- **Required action**
If a line in the data contains "dead", copy it out.

- **The data**

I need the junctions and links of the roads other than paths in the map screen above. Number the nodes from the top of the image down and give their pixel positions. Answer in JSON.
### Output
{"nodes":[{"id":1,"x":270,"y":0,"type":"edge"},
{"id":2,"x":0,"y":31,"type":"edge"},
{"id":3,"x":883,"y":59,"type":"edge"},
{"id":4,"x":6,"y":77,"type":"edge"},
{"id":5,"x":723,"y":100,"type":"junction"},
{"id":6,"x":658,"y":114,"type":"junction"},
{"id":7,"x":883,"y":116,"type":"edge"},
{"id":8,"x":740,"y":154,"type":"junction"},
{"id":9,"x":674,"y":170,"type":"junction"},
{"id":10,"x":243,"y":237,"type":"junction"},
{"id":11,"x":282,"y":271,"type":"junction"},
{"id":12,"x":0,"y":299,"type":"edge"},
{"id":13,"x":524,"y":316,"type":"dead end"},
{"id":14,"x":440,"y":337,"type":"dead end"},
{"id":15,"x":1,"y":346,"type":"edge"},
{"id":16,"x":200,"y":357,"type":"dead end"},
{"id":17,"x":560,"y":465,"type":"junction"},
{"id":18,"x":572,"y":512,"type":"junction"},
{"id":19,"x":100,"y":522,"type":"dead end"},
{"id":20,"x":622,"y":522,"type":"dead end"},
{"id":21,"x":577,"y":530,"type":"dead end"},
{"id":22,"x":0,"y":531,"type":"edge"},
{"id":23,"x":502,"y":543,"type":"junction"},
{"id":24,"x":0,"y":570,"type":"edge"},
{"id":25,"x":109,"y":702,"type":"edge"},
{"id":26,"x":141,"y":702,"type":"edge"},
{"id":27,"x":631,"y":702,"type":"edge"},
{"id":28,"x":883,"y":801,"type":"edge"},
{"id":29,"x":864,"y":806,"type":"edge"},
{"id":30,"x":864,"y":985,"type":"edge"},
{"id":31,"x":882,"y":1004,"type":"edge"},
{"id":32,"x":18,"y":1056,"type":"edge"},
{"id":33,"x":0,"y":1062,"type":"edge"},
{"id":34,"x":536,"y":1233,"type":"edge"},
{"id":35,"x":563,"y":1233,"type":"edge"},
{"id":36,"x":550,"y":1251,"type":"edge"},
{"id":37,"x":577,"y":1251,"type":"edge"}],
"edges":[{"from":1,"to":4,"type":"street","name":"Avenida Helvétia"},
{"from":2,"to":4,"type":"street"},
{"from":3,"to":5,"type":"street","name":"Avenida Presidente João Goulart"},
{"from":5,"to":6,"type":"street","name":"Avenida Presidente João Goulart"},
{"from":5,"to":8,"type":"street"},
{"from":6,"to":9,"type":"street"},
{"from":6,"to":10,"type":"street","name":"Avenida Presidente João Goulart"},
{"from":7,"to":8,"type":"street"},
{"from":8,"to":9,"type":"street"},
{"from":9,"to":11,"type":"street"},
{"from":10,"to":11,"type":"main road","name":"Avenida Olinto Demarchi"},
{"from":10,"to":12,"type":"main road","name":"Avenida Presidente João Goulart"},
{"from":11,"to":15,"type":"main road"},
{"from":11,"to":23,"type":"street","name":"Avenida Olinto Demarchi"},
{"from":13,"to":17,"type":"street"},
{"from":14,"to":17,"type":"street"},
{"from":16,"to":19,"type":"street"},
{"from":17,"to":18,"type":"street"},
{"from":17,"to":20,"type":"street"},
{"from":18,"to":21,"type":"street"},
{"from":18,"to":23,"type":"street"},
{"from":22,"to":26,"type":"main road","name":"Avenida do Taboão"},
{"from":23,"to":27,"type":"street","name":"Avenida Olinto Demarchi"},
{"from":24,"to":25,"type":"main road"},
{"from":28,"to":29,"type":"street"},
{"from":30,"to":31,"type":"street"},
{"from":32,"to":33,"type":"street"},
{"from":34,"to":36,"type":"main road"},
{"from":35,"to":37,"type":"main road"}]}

- **Output**
{"id":13,"x":524,"y":316,"type":"dead end"},
{"id":14,"x":440,"y":337,"type":"dead end"},
{"id":16,"x":200,"y":357,"type":"dead end"},
{"id":19,"x":100,"y":522,"type":"dead end"},
{"id":20,"x":622,"y":522,"type":"dead end"},
{"id":21,"x":577,"y":530,"type":"dead end"},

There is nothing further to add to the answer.